The launch follows high profile criticism by a senior academic at Brighton University, who argued that students need to be taught to challenge the facts taken from Google or Wikipedia.
At the end of January, researchers will be able to automatically access papers from research databases within universities and other institutions.
The £1.5 million per year collaboration between seven UK Universities and partners - enlists a team of full-time specialists who are scouring the internet.
They are backed by an army of PhD students and a range of organisations - including the massive Wellcome Trust- who have added their own information to the Intute database.
Intute also provides free Internet tutorials in a 'Virtual Training Suite' to help students learn how to get the best from the Web - used by millions of people across the world.
It is funded by the Joint Information Systems Committee and The Arts and Humanities Research Council.
According to Executive Director Caroline Williams, Intute is more discriminating than Google which uses robots to automatically index web pages.
She said: "Google isn't discriminating about the material it chooses - and with no systematic quality control processes it is very difficult for people to explore and discover trusted information.
"But automation combined with human value judgements, can be more responsive and dynamic in meeting the needs of higher and further education.
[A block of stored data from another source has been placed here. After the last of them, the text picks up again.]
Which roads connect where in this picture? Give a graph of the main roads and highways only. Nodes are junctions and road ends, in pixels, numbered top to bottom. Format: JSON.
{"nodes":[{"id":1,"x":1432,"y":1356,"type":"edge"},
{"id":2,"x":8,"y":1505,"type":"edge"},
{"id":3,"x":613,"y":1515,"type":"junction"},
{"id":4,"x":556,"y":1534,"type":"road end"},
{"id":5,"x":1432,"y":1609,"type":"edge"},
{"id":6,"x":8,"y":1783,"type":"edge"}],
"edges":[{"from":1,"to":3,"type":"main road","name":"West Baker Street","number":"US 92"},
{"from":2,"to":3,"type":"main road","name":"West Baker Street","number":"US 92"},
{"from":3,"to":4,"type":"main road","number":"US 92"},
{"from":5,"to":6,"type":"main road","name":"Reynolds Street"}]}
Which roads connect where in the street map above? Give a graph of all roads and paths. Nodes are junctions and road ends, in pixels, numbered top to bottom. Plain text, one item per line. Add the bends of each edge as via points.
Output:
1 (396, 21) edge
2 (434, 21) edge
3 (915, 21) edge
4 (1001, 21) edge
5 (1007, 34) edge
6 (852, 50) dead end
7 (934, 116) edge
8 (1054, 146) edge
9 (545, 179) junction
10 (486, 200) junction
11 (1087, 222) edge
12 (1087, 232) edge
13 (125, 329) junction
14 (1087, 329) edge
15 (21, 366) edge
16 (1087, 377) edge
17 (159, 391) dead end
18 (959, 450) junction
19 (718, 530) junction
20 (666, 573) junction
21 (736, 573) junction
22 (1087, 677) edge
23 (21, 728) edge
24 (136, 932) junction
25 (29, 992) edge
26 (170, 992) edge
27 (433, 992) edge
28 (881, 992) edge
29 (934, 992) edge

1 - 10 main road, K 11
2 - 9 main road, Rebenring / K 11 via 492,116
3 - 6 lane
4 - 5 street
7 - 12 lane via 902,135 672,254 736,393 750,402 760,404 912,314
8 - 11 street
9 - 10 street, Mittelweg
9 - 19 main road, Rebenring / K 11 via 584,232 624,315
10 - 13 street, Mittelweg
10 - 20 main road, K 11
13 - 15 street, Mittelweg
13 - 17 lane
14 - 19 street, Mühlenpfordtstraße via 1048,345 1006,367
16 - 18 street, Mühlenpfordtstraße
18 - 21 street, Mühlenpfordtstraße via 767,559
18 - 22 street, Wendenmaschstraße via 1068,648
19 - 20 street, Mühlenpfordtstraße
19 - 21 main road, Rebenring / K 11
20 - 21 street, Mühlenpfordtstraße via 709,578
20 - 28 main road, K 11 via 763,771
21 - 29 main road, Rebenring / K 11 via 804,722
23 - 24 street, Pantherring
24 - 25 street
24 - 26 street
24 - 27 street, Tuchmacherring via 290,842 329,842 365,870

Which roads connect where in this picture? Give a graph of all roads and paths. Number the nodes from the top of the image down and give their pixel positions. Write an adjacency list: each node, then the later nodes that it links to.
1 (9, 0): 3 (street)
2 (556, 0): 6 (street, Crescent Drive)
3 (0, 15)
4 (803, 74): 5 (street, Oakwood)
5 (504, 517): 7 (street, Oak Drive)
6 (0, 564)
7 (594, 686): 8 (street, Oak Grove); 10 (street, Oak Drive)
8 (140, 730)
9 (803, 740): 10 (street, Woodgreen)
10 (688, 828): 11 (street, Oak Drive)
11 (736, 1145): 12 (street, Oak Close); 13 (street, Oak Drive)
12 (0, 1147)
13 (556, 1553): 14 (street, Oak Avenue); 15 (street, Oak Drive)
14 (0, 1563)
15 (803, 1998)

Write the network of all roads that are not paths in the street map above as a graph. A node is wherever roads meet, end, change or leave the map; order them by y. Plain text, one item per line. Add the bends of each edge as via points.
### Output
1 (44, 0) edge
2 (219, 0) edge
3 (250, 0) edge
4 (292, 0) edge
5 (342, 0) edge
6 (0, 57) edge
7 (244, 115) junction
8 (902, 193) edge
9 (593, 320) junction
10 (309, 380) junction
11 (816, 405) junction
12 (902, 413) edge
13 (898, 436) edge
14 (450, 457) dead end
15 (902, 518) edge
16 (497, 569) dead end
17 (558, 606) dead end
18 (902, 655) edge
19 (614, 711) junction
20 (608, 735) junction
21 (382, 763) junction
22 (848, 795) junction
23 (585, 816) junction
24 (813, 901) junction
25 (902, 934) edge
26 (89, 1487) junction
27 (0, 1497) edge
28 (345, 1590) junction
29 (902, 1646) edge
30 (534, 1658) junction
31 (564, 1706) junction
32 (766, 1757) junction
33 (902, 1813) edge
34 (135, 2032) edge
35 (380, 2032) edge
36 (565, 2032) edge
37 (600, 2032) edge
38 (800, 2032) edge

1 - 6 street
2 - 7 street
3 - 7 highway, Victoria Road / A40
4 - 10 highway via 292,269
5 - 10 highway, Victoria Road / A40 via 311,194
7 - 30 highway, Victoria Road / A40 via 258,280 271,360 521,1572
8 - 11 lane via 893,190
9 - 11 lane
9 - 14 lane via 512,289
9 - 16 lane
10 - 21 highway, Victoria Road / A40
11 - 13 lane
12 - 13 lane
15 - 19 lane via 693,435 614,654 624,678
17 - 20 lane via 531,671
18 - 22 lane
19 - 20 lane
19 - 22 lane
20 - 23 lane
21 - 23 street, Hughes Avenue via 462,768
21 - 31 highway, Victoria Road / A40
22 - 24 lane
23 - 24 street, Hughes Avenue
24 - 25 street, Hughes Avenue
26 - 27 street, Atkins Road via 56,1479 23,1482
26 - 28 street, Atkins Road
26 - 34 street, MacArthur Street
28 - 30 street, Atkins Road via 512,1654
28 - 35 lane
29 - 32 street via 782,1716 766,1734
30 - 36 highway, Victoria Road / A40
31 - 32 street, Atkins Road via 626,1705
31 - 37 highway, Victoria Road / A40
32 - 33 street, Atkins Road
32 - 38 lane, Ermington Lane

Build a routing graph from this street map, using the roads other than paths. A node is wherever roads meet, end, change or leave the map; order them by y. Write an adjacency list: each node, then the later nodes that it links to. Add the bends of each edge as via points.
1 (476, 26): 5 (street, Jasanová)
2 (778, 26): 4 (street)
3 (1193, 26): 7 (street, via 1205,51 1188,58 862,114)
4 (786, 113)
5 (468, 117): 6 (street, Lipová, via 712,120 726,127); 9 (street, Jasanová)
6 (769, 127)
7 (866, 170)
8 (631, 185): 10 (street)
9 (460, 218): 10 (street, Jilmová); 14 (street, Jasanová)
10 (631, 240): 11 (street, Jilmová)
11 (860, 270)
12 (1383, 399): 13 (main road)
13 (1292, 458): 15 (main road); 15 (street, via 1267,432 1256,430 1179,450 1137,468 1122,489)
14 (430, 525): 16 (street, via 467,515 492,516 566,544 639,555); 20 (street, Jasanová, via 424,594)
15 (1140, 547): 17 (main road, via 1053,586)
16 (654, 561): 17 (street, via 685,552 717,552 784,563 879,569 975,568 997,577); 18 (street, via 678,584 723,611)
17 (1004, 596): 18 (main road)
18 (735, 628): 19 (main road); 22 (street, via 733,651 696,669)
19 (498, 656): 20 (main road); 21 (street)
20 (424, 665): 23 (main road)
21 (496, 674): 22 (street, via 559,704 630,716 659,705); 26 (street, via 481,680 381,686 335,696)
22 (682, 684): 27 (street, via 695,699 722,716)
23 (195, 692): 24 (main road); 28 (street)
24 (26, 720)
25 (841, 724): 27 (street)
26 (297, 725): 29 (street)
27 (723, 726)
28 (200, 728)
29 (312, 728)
"Intute's new content will be harvested automatically using purposely designed software from trustworthy sources, primarily UK university research databases and repositories.
"Together with its existing services, the material provides more accurate and sensitive subject retrieval so it is a safety net for those students who haven't acquired the skills of evaluation.
"Intute makes the judgement for them."
She added: "This chimes with calls for open access across the UK which lobbys for the right of researchers to receive information easily, quickly and free of charge.
"So this database is really a showcase of what the UK academic community has achieved.
"Millions of people have been using our Virtual Training Suite since 1998 when we created one of the first ever Web-based tutorials.
"It really is the envy of the international academic community and you can access it by visiting www.intute.ac.uk ."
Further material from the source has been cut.